[RECORD SET — start]

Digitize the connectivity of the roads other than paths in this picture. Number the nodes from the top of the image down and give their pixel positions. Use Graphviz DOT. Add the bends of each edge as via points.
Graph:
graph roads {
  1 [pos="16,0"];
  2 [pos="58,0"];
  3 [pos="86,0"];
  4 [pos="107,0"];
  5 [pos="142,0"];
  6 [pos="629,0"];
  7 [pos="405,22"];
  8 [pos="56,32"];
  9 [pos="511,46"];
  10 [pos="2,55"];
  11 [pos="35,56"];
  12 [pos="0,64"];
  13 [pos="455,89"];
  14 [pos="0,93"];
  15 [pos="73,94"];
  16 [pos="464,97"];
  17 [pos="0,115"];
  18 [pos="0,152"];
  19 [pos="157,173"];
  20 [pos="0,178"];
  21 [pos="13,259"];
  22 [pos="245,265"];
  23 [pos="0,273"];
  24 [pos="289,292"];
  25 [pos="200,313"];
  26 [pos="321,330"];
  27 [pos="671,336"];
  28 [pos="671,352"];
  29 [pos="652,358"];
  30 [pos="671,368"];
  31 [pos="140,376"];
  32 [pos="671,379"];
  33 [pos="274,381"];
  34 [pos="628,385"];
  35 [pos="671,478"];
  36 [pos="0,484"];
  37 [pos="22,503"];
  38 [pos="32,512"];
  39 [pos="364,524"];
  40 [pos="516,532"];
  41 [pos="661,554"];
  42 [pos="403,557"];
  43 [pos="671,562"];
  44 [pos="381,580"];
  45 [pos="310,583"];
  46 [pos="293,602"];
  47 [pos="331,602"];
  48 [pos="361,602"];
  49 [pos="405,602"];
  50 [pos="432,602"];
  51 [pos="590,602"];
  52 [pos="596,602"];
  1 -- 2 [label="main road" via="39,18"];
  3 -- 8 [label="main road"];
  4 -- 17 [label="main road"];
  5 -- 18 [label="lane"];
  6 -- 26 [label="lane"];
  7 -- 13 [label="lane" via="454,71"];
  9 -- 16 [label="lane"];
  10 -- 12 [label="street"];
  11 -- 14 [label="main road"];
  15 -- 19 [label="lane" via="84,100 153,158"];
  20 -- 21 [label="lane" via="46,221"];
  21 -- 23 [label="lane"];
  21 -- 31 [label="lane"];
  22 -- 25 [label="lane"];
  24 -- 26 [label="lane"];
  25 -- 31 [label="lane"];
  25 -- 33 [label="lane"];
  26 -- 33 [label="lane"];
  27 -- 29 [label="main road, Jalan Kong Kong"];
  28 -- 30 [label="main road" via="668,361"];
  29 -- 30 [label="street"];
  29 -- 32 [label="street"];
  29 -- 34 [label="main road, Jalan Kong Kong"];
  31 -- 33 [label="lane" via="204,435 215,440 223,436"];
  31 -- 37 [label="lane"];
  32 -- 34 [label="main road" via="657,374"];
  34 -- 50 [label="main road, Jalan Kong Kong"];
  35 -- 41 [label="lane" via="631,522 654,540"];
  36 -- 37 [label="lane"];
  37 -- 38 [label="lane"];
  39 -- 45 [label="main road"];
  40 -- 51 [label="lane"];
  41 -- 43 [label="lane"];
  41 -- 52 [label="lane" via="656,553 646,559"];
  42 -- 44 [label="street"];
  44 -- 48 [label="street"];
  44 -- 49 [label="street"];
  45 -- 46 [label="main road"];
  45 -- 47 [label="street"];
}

[RECORD SET — finish]

ACTION ITEM.
What is needed here is an exact copy of all the entries.

EXERCISE SOLUTION.
Digitize the connectivity of the roads other than paths in this picture. Number the nodes from the top of the image down and give their pixel positions. Use Graphviz DOT. Add the bends of each edge as via points.
Graph:
graph roads {
  1 [pos="16,0"];
  2 [pos="58,0"];
  3 [pos="86,0"];
  4 [pos="107,0"];
  5 [pos="142,0"];
  6 [pos="629,0"];
  7 [pos="405,22"];
  8 [pos="56,32"];
  9 [pos="511,46"];
  10 [pos="2,55"];
  11 [pos="35,56"];
  12 [pos="0,64"];
  13 [pos="455,89"];
  14 [pos="0,93"];
  15 [pos="73,94"];
  16 [pos="464,97"];
  17 [pos="0,115"];
  18 [pos="0,152"];
  19 [pos="157,173"];
  20 [pos="0,178"];
  21 [pos="13,259"];
  22 [pos="245,265"];
  23 [pos="0,273"];
  24 [pos="289,292"];
  25 [pos="200,313"];
  26 [pos="321,330"];
  27 [pos="671,336"];
  28 [pos="671,352"];
  29 [pos="652,358"];
  30 [pos="671,368"];
  31 [pos="140,376"];
  32 [pos="671,379"];
  33 [pos="274,381"];
  34 [pos="628,385"];
  35 [pos="671,478"];
  36 [pos="0,484"];
  37 [pos="22,503"];
  38 [pos="32,512"];
  39 [pos="364,524"];
  40 [pos="516,532"];
  41 [pos="661,554"];
  42 [pos="403,557"];
  43 [pos="671,562"];
  44 [pos="381,580"];
  45 [pos="310,583"];
  46 [pos="293,602"];
  47 [pos="331,602"];
  48 [pos="361,602"];
  49 [pos="405,602"];
  50 [pos="432,602"];
  51 [pos="590,602"];
  52 [pos="596,602"];
  1 -- 2 [label="main road" via="39,18"];
  3 -- 8 [label="main road"];
  4 -- 17 [label="main road"];
  5 -- 18 [label="lane"];
  6 -- 26 [label="lane"];
  7 -- 13 [label="lane" via="454,71"];
  9 -- 16 [label="lane"];
  10 -- 12 [label="street"];
  11 -- 14 [label="main road"];
  15 -- 19 [label="lane" via="84,100 153,158"];
  20 -- 21 [label="lane" via="46,221"];
  21 -- 23 [label="lane"];
  21 -- 31 [label="lane"];
  22 -- 25 [label="lane"];
  24 -- 26 [label="lane"];
  25 -- 31 [label="lane"];
  25 -- 33 [label="lane"];
  26 -- 33 [label="lane"];
  27 -- 29 [label="main road, Jalan Kong Kong"];
  28 -- 30 [label="main road" via="668,361"];
  29 -- 30 [label="street"];
  29 -- 32 [label="street"];
  29 -- 34 [label="main road, Jalan Kong Kong"];
  31 -- 33 [label="lane" via="204,435 215,440 223,436"];
  31 -- 37 [label="lane"];
  32 -- 34 [label="main road" via="657,374"];
  34 -- 50 [label="main road, Jalan Kong Kong"];
  35 -- 41 [label="lane" via="631,522 654,540"];
  36 -- 37 [label="lane"];
  37 -- 38 [label="lane"];
  39 -- 45 [label="main road"];
  40 -- 51 [label="lane"];
  41 -- 43 [label="lane"];
  41 -- 52 [label="lane" via="656,553 646,559"];
  42 -- 44 [label="street"];
  44 -- 48 [label="street"];
  44 -- 49 [label="street"];
  45 -- 46 [label="main road"];
  45 -- 47 [label="street"];
}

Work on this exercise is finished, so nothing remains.